_Brief_. Among the entries below, find the lines holding "Laird" and copy them.

Collected data:
══════════
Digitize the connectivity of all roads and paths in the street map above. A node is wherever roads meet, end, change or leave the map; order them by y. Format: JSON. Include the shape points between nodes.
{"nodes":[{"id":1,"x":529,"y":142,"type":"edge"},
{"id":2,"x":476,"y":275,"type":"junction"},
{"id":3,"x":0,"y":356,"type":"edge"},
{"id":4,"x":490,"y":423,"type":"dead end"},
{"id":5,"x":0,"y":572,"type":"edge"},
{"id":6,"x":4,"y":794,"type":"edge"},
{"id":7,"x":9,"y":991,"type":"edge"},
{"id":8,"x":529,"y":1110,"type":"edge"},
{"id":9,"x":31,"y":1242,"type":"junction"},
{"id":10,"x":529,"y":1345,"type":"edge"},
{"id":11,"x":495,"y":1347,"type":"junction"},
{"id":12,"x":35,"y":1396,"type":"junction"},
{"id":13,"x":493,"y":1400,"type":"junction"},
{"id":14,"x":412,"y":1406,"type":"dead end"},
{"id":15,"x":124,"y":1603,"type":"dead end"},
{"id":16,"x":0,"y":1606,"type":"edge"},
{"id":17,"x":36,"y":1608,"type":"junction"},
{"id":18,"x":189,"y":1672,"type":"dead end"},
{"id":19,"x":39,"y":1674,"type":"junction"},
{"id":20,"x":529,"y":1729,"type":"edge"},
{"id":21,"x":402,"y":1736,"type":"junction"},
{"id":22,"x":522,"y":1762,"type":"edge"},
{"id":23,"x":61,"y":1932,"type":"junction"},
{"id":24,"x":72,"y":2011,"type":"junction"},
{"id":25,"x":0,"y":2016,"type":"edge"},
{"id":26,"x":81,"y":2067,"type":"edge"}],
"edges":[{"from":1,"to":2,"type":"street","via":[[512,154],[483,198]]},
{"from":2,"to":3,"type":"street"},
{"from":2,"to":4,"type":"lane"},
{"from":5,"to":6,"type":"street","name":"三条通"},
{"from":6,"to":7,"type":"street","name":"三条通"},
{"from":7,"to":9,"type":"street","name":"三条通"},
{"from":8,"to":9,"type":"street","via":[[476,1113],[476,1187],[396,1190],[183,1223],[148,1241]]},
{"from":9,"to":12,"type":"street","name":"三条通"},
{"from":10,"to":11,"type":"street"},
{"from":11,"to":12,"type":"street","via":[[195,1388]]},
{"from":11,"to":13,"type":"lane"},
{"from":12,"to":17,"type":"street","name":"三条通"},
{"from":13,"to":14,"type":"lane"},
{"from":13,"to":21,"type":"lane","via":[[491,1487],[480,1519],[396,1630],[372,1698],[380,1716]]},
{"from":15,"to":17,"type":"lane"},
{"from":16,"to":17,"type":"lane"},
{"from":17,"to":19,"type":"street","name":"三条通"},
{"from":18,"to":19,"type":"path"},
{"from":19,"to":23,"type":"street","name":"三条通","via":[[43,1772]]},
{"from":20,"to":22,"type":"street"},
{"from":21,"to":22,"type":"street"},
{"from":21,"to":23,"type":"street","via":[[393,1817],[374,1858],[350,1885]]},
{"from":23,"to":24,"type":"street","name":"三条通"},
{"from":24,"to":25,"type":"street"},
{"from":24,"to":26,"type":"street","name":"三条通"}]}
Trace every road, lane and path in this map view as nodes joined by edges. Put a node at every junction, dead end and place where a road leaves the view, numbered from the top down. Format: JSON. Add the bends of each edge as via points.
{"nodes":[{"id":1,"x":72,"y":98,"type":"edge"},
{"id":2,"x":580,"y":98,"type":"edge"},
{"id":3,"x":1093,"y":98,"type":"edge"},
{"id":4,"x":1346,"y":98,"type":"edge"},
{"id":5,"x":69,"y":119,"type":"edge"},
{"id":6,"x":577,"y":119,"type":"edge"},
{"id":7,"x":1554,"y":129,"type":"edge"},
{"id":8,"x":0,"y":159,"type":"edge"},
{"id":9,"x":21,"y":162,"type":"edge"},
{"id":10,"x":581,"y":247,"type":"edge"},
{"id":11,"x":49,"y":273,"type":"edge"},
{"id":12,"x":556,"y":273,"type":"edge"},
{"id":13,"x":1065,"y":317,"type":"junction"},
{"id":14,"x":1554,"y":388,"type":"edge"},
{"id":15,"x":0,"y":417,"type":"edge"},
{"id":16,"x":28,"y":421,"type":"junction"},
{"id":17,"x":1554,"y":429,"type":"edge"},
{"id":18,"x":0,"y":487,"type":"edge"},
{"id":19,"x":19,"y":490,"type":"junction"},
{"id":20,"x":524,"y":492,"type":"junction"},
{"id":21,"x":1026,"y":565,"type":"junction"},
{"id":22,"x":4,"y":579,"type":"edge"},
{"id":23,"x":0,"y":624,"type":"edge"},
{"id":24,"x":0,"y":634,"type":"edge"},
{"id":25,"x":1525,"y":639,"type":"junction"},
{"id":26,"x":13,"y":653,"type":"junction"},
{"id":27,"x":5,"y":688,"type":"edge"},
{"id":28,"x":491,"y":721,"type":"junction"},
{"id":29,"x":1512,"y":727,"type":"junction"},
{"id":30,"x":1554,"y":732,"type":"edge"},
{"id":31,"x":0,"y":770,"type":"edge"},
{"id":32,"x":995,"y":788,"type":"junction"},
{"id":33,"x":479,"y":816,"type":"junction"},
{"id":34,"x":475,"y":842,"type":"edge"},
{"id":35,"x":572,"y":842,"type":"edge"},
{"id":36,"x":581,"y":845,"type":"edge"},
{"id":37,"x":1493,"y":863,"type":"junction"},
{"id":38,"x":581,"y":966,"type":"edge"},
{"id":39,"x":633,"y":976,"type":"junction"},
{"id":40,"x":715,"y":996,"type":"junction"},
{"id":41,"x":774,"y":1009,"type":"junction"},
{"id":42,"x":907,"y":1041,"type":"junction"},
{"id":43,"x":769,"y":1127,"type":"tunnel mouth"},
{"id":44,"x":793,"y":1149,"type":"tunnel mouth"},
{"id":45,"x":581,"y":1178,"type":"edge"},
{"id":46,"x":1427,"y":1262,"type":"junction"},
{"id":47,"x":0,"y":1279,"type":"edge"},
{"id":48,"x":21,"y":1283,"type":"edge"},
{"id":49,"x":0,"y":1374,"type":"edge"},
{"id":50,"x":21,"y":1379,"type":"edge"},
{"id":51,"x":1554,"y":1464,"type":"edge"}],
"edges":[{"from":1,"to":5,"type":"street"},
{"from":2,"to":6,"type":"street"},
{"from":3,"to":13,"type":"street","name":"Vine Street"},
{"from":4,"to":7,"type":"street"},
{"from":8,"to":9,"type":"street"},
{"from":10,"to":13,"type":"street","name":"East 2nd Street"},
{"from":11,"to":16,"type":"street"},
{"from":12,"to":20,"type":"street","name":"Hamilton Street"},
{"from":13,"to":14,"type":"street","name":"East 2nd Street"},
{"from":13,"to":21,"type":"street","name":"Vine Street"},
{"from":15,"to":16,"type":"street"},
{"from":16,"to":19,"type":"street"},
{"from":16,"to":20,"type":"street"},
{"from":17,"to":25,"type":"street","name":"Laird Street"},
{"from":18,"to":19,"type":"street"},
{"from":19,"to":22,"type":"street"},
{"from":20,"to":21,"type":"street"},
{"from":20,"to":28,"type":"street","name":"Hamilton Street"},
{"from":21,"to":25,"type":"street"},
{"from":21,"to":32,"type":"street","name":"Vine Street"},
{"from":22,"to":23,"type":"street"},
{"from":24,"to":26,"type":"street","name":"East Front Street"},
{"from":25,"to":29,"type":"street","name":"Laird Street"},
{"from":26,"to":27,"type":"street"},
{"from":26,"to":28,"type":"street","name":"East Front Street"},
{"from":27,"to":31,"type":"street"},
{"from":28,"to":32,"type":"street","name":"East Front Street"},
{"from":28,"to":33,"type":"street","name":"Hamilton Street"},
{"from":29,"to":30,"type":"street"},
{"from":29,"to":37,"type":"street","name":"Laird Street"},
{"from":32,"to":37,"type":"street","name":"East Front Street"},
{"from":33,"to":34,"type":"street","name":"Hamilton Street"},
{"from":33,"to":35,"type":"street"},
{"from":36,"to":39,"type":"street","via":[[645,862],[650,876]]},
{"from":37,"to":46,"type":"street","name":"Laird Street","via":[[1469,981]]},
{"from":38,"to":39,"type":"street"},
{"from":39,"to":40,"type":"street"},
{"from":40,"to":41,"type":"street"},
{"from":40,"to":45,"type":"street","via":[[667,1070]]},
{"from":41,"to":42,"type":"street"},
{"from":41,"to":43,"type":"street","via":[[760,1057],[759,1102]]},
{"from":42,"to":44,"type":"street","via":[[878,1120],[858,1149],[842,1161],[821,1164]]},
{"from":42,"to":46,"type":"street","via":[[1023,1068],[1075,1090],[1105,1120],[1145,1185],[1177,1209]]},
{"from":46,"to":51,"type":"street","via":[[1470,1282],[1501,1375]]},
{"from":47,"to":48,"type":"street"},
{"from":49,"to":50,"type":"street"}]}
══════════
_Answer to the problem_.
{"from":17,"to":25,"type":"street","name":"Laird Street"},
{"from":25,"to":29,"type":"street","name":"Laird Street"},
{"from":29,"to":37,"type":"street","name":"Laird Street"},
{"from":37,"to":46,"type":"street","name":"Laird Street","via":[[1469,981]]},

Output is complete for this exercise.